The ‘policy on the fly’ approach to Middle East relations, not surprisingly, sparked widespread outrage, with Arab threats of sanctions worth $2 billion against Australia’s live cattle trade, and more internal party rumblings at yet another stuff up from senior Liberals.

Yesterday evening, Xenophon set the record straight with a point-by-point decimation of Abbott’s and Brandis’ and claims, which he described as “false and actually most unhelpful to the process of achieving a lasting peace in the Israel-Palestine conflict”.

“According to the 1949 Geneva conventions and the 1907 Hague regulations, territory is considered occupied when it comes under the actual authority of the invading military.

“There are certain objective tests.

“One – has the occupying power substituted its own authority for that of the occupied authorities?

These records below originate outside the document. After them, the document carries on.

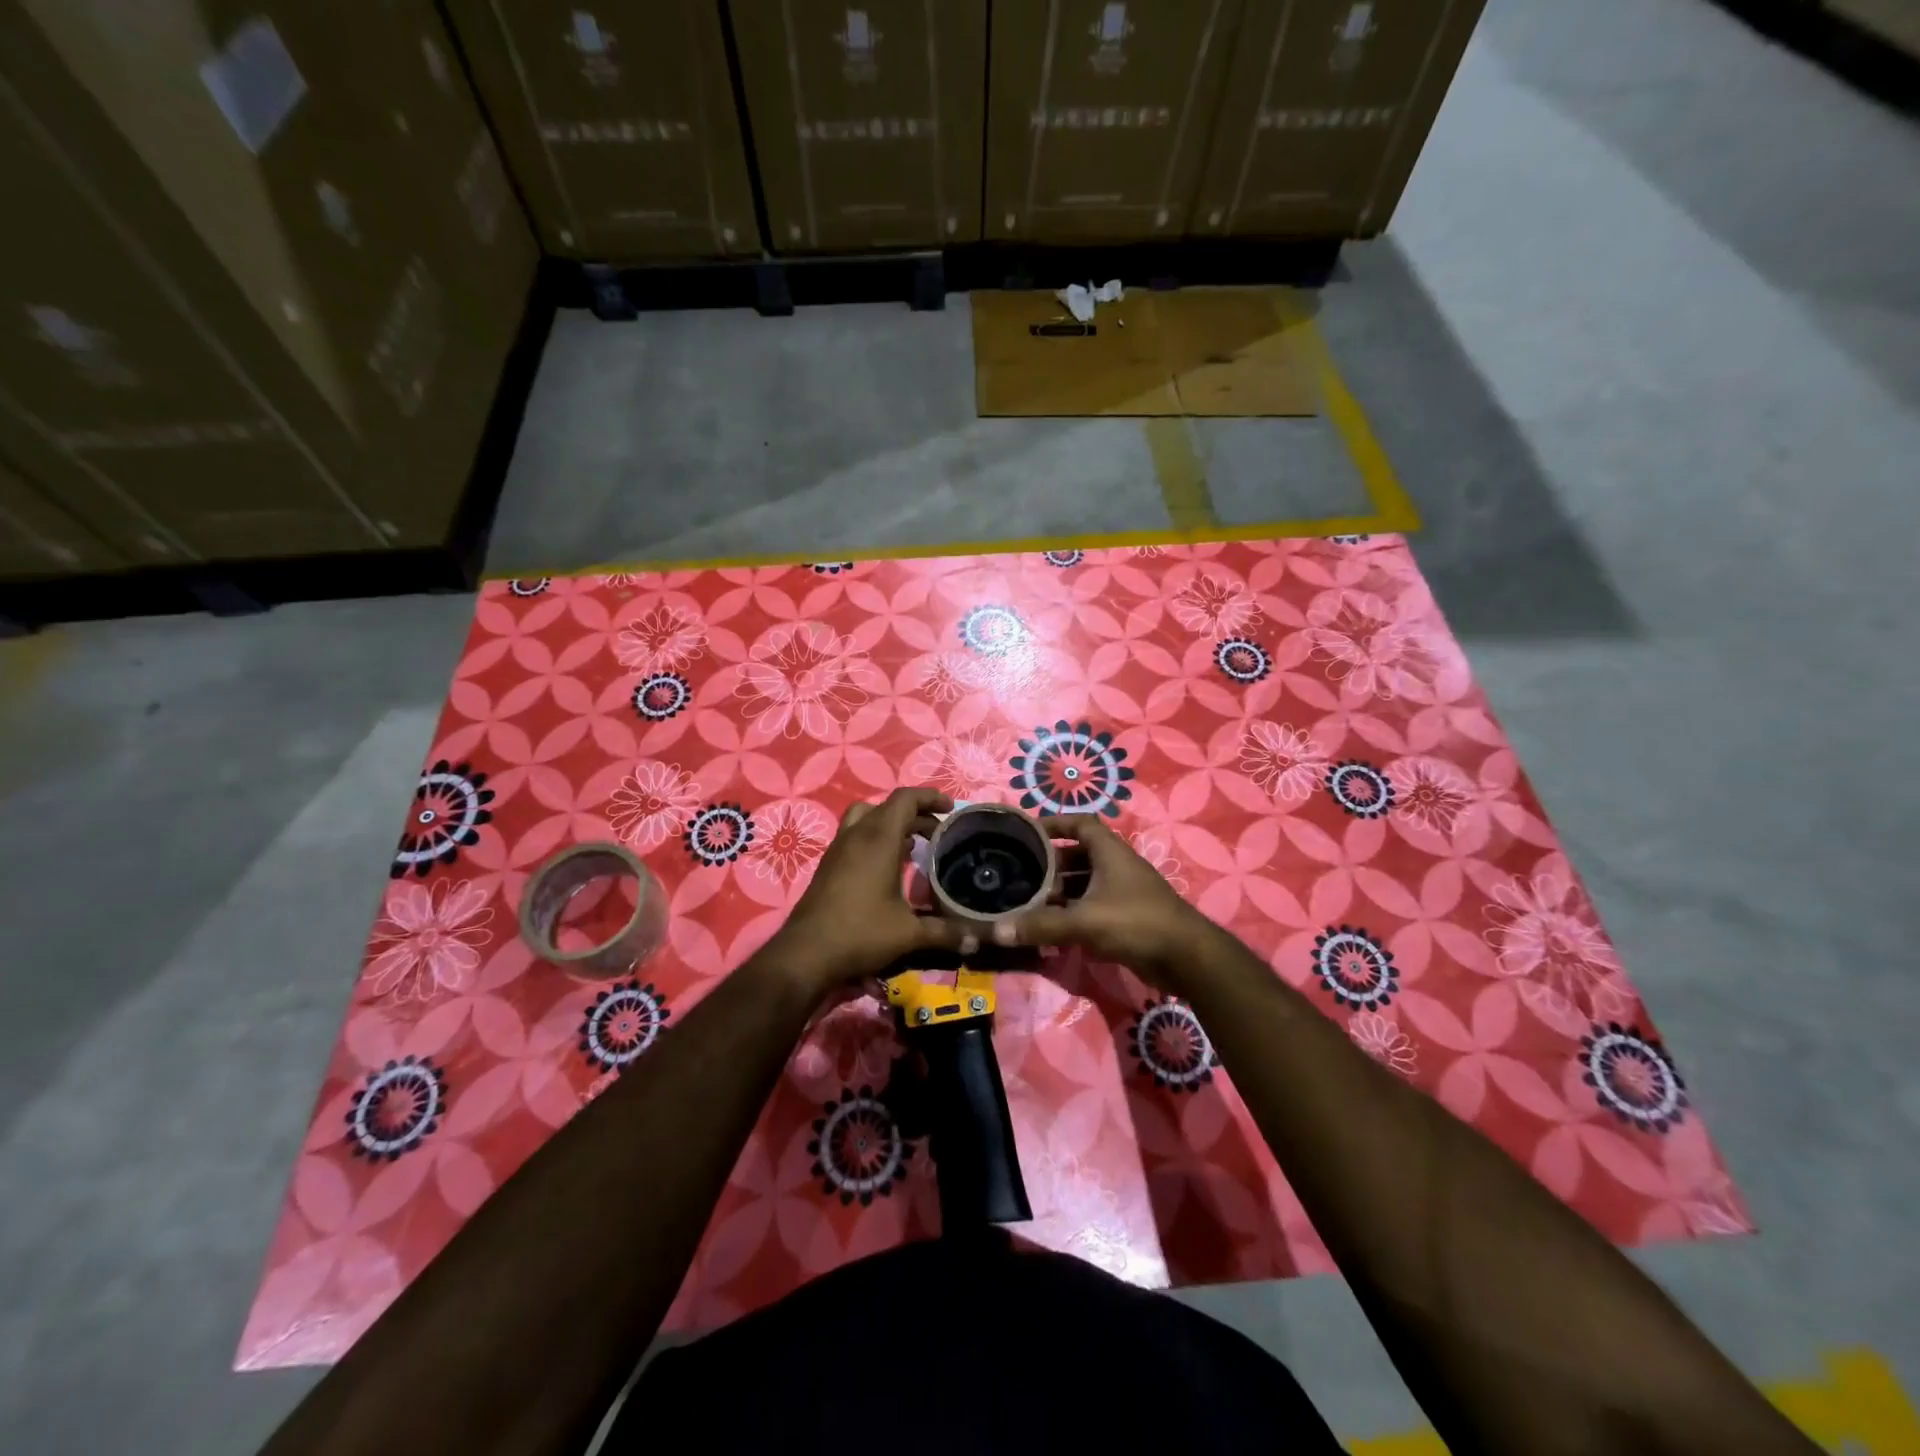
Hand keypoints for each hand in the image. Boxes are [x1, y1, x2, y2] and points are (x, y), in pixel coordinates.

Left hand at [760, 787, 966, 994]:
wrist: (806, 954)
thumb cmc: (860, 933)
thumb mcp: (909, 934)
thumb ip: (946, 932)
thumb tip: (979, 939)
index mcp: (879, 838)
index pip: (905, 798)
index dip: (930, 797)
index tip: (950, 808)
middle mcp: (857, 835)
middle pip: (888, 806)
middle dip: (916, 813)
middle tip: (938, 833)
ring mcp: (838, 848)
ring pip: (867, 817)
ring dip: (892, 823)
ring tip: (913, 845)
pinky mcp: (829, 864)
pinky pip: (855, 835)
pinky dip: (875, 838)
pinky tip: (888, 867)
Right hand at [992, 815, 1214, 987]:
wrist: (1186, 958)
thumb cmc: (1136, 922)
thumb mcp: (1084, 921)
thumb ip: (1041, 925)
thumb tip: (996, 931)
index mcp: (1110, 851)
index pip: (1080, 823)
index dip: (1054, 823)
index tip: (1027, 833)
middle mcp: (1116, 866)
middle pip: (1078, 855)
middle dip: (1050, 864)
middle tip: (1020, 874)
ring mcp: (1123, 892)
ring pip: (1084, 884)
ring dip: (1059, 891)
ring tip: (1029, 902)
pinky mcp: (1126, 917)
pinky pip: (1092, 907)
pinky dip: (1072, 913)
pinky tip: (1051, 928)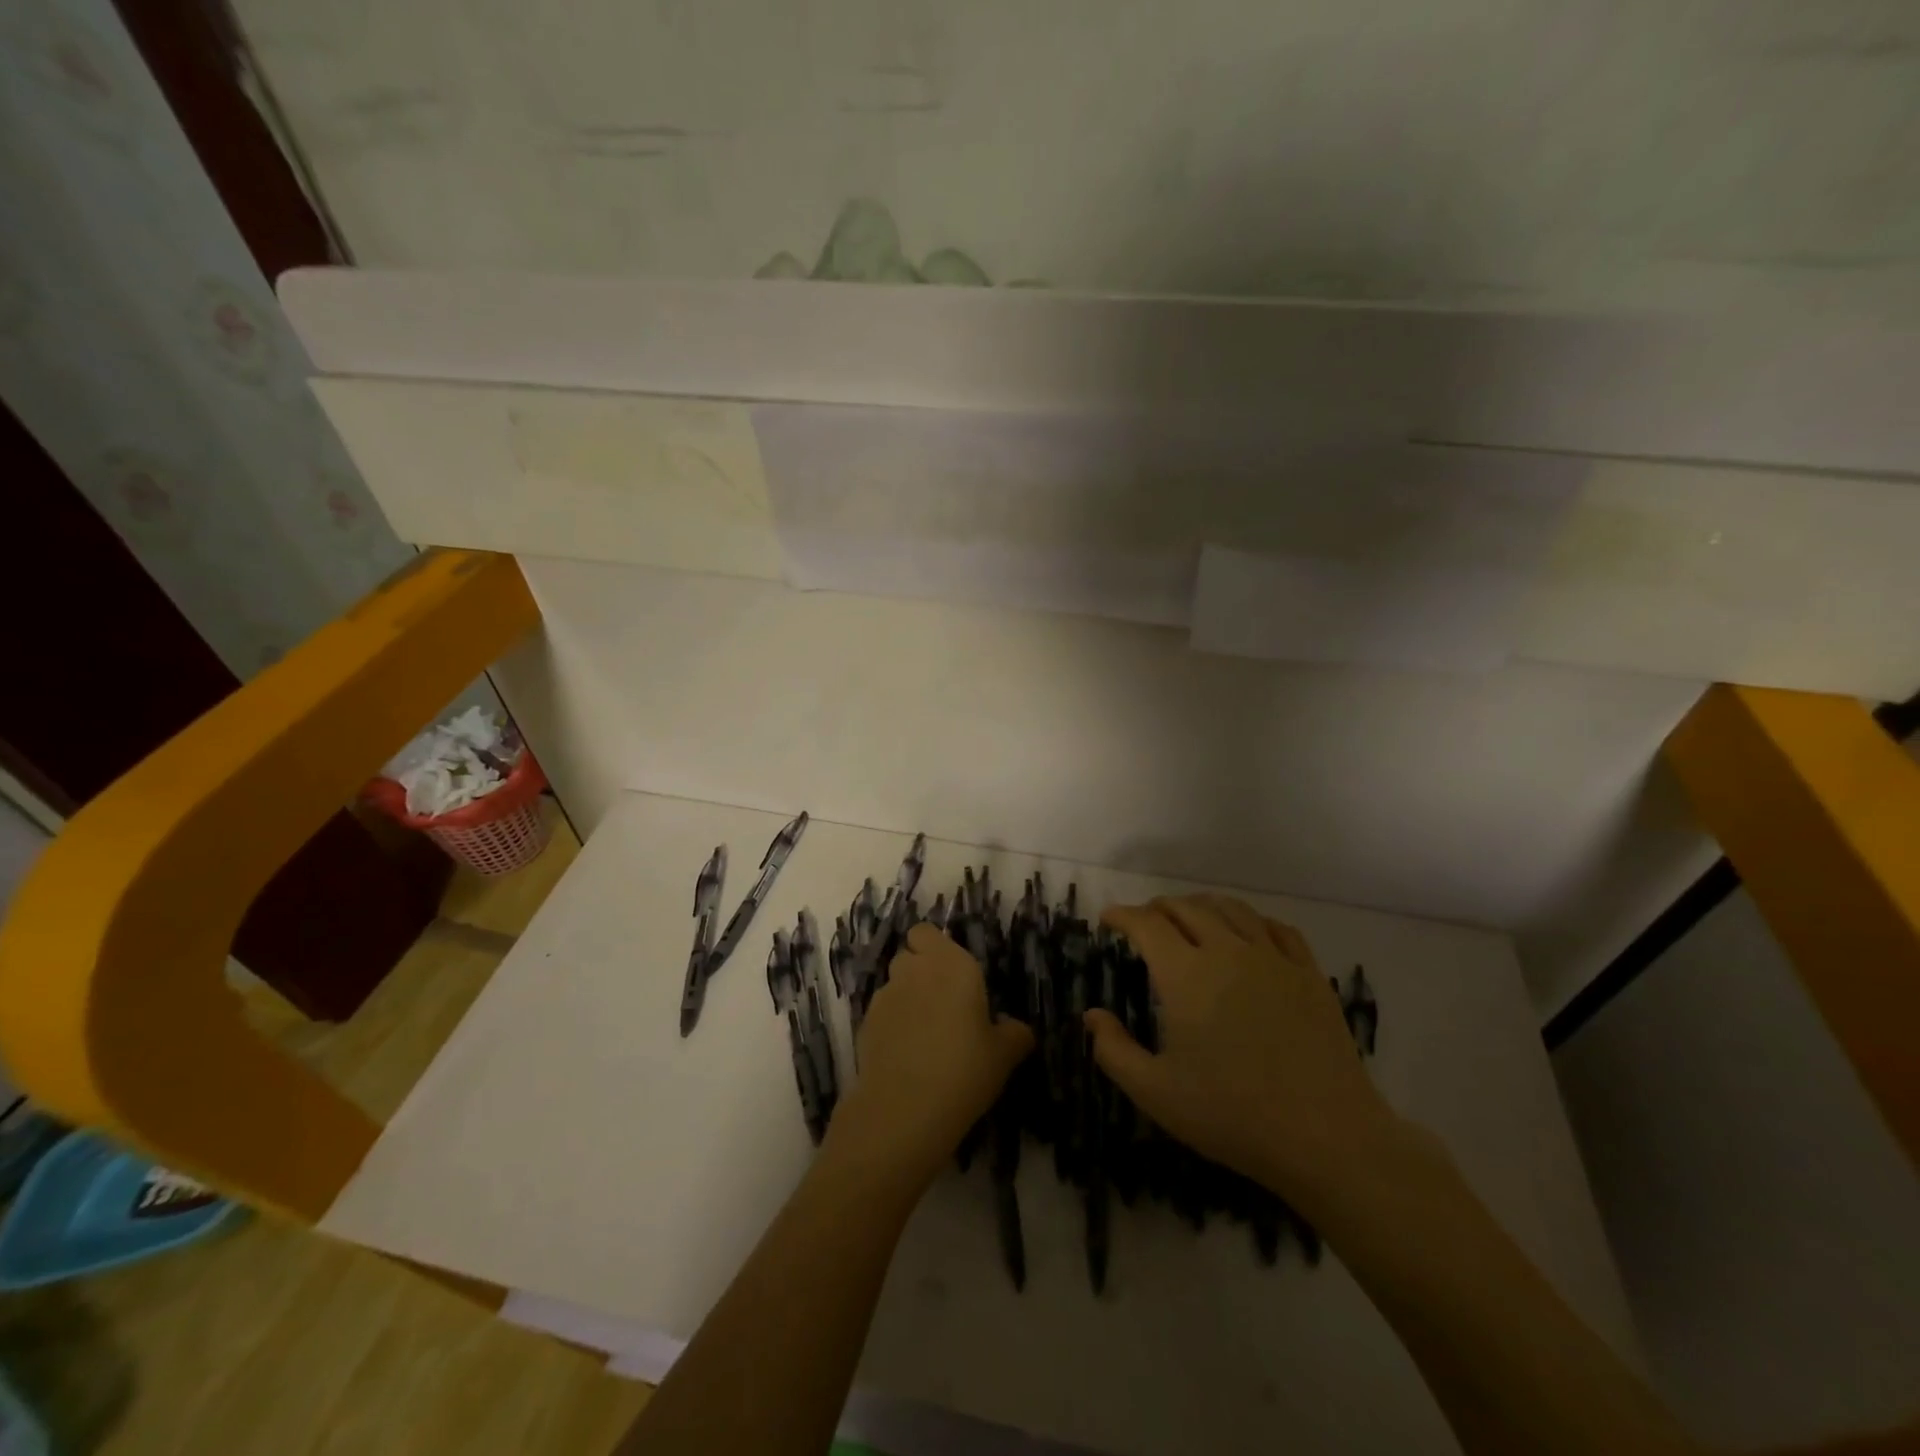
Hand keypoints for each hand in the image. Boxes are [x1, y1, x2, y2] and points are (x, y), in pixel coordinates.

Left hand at [826, 924, 1033, 1193]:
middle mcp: (914, 970)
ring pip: (893, 984)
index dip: (934, 948)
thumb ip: (1014, 1033)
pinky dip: (892, 1025)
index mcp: (951, 964)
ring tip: (924, 1034)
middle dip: (920, 971)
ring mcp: (885, 997)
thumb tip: (1015, 1027)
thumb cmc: (965, 1069)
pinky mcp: (865, 1025)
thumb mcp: (1004, 1054)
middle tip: (942, 1004)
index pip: (927, 932)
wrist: (905, 1109)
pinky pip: (881, 1014)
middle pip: (909, 955)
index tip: (951, 973)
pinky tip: (906, 1055)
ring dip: (906, 998)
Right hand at [1087, 895, 1395, 1201]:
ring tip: (1190, 918)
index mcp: (1185, 975)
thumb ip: (1113, 1050)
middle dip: (1157, 908)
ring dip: (1201, 906)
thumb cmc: (1232, 1115)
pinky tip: (1248, 933)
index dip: (1122, 916)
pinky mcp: (1309, 973)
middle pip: (1186, 907)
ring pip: (1231, 909)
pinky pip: (1277, 928)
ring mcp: (1273, 959)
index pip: (1146, 924)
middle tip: (1144, 923)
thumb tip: (1091, 1015)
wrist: (1326, 1137)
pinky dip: (1252, 920)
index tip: (1109, 920)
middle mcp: (1227, 951)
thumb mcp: (1156, 1093)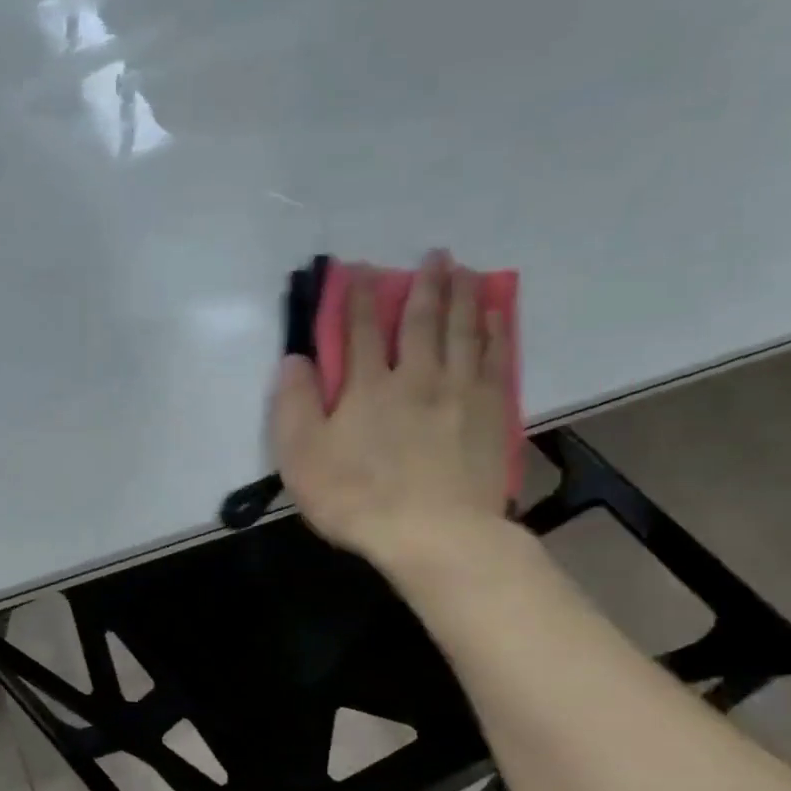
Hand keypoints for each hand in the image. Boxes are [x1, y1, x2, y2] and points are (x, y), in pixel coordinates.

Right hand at [270, 252, 514, 576]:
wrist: (433, 534)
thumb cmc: (357, 499)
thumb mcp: (302, 459)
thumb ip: (294, 406)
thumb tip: (293, 360)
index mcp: (367, 387)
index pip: (358, 331)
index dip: (357, 299)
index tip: (360, 270)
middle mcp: (417, 376)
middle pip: (421, 321)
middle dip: (423, 285)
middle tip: (434, 256)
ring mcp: (460, 392)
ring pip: (463, 331)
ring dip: (462, 297)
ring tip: (465, 272)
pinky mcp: (493, 413)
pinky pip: (496, 358)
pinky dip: (495, 331)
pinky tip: (495, 317)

Yes. It is a matter of fact that Israel’s authority prevails in the Occupied Palestinian Territories.

“Two – Have the enemy forces been defeated, regardless of whether sporadic local resistance continues? Yes. It is a matter of fact that Israel defeated its military adversaries in the June 1967 war.

“Three – Does the occupying power have a sufficient force present to make its authority felt? Yes. It is a fact that Israel has sufficient force to make its authority felt.

“Four – Has an administration been established over the territory? Yes. It is a fact — a poignant fact — that even the Palestinian leaders who wish to enter or leave the occupied Palestinian territories cannot do so without permission from Israel. Even the Palestinian president cannot go to the United Nations in New York, or indeed to anywhere else in the world, without permission from Israel.

“Five – Has the occupying power issued and enforced directions to the civilian population? Yes. It is a fact that Israel has issued and enforced such directions.

“Indeed, Israel’s highest court — the High Court of Justice — stated in paragraph 23 of its verdict in the case of Beit Sourik Village Council v The Government of Israel on 30 June 2004 that ‘Israel holds the area in belligerent occupation’.

“I concede that here the word ‘occupied’ is ‘freighted with implications’, but to say they are pejorative is factually untrue and legally ignorant.”

Senator Xenophon also pointed to a landmark opinion handed down by the International Court of Justice in 2004 around the illegal establishment of Israeli settlements on Palestinian land, and the construction of a wall by Israel to separate it from parts of Palestine, and to regulate the movements of Palestinians.

That judgment repeatedly refers to ‘occupied’ territory in East Jerusalem.

“Australia is quite happy to accept the wisdom of the International Court of Justice when it comes to whales,” Xenophon said, “but not, it seems, the Palestinians.”

“We already know, thanks to the so-called Palestine Papers — which are the biggest leak of secret documents in the history of the Middle East conflict — that a solution is already available.

“The Palestinian negotiating team in 2008 offered a formula where Israel would annex 1.9 per cent of the West Bank in the context of a land swap, allowing Israel to retain within its borders 63 per cent of the illegal settler population.

“We also know, according to the same leaks, that Israel’s negotiating team turned down this offer.

“Australia, by adopting these rejectionist statements, has given comfort to the extremists and has weakened the position of the moderate and reasonable Israelis and Palestinians.

“We should instead encourage our great friend Israel to accept the generous offer made in 2008 so that we can have a real, lasting and durable peace in the Middle East.

“The statement made by the Australian government on 5 June this year is not only wrong; it is factually untrue, legally ignorant and most unhelpful.”

For his part, Brandis reportedly blamed the ‘misunderstanding’ on “journalist-led confusion of an innocuous statement”.